Step-by-step Dog Portrait commission in oil paint


A lovely couple Oli & Hayley rang to commission a portrait of Oli's parents' Bichon Frise dog for a 60th birthday surprise. They were well prepared with a great variety of photographs of Daisy. Whilst browsing through them, I noticed her left leg poked out in a few pics and Oli said this was her trademark pose, so I made this a feature.



I had a request to take some progress photos along the way, something I'd never been asked before. Here are the pictures I sent to Oli:

The first photo was a sketch of Daisy to study light and shade. Also adding the pokey-out leg! The second shows her on canvas with gesso to enhance the texture of Daisy's coat, pre-painting.

With these photos, I concentrated on the eyes, nose and mouth, building up the contrasting white fur and blurred the tail to make it appear to be wagging.

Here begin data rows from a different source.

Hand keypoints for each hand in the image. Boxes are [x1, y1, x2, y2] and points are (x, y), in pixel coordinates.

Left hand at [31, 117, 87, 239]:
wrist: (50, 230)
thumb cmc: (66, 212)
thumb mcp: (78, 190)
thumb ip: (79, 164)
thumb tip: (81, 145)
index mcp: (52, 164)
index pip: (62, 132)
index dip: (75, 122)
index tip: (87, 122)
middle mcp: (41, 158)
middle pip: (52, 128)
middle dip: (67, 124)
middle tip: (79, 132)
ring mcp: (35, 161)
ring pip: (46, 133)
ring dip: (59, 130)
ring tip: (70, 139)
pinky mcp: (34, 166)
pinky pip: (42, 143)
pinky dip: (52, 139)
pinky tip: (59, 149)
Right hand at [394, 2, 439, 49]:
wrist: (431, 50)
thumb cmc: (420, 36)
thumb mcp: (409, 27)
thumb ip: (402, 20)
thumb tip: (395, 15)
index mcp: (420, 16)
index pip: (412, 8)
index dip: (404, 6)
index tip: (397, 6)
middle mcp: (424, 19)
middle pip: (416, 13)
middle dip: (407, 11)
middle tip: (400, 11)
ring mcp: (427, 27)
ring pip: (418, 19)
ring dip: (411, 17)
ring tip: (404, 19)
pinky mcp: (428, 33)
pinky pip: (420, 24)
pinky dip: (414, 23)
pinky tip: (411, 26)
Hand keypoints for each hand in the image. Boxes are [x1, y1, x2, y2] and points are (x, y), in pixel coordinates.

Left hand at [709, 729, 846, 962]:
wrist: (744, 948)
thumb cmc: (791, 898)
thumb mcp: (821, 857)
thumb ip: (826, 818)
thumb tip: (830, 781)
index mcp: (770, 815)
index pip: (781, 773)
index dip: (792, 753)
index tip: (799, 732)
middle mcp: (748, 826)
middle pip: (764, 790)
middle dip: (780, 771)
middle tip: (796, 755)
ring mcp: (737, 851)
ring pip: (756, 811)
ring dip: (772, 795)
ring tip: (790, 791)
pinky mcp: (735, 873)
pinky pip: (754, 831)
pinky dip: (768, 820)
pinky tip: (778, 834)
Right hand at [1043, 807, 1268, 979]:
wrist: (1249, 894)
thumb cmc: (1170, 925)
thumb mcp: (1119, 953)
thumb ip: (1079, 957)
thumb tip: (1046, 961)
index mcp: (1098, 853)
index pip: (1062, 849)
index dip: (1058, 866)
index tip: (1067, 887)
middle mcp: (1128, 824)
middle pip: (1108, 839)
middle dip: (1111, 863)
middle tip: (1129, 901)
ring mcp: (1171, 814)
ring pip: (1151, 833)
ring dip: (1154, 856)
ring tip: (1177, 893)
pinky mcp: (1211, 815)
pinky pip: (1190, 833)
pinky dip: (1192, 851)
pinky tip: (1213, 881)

With these photos, I concentrated on the eyes, nose and mouth, building up the contrasting white fur and blurred the tail to make it appear to be wagging.





Because of the short deadline, I opted to offer the painting framed. This was beneficial for me as the oil paint would still be wet and very difficult for Oli and his family to touch. A frame ensures that you will be able to hold it without this problem, it is also slightly raised, so if you do need to wrap a painting like this, you have extra protection.


I used an old frame which I sanded and painted in white mixed with yellow ochre acrylic paint, echoing the Daisy's coat. Choosing a standard size canvas from the outset is generally best for both parties as there is always the option to pick a frame from the shops/online.


Another, easier option which I often choose is offering a deep edge canvas. This is a simple but modern and effective alternative, which gives a 3D effect to a finished painting.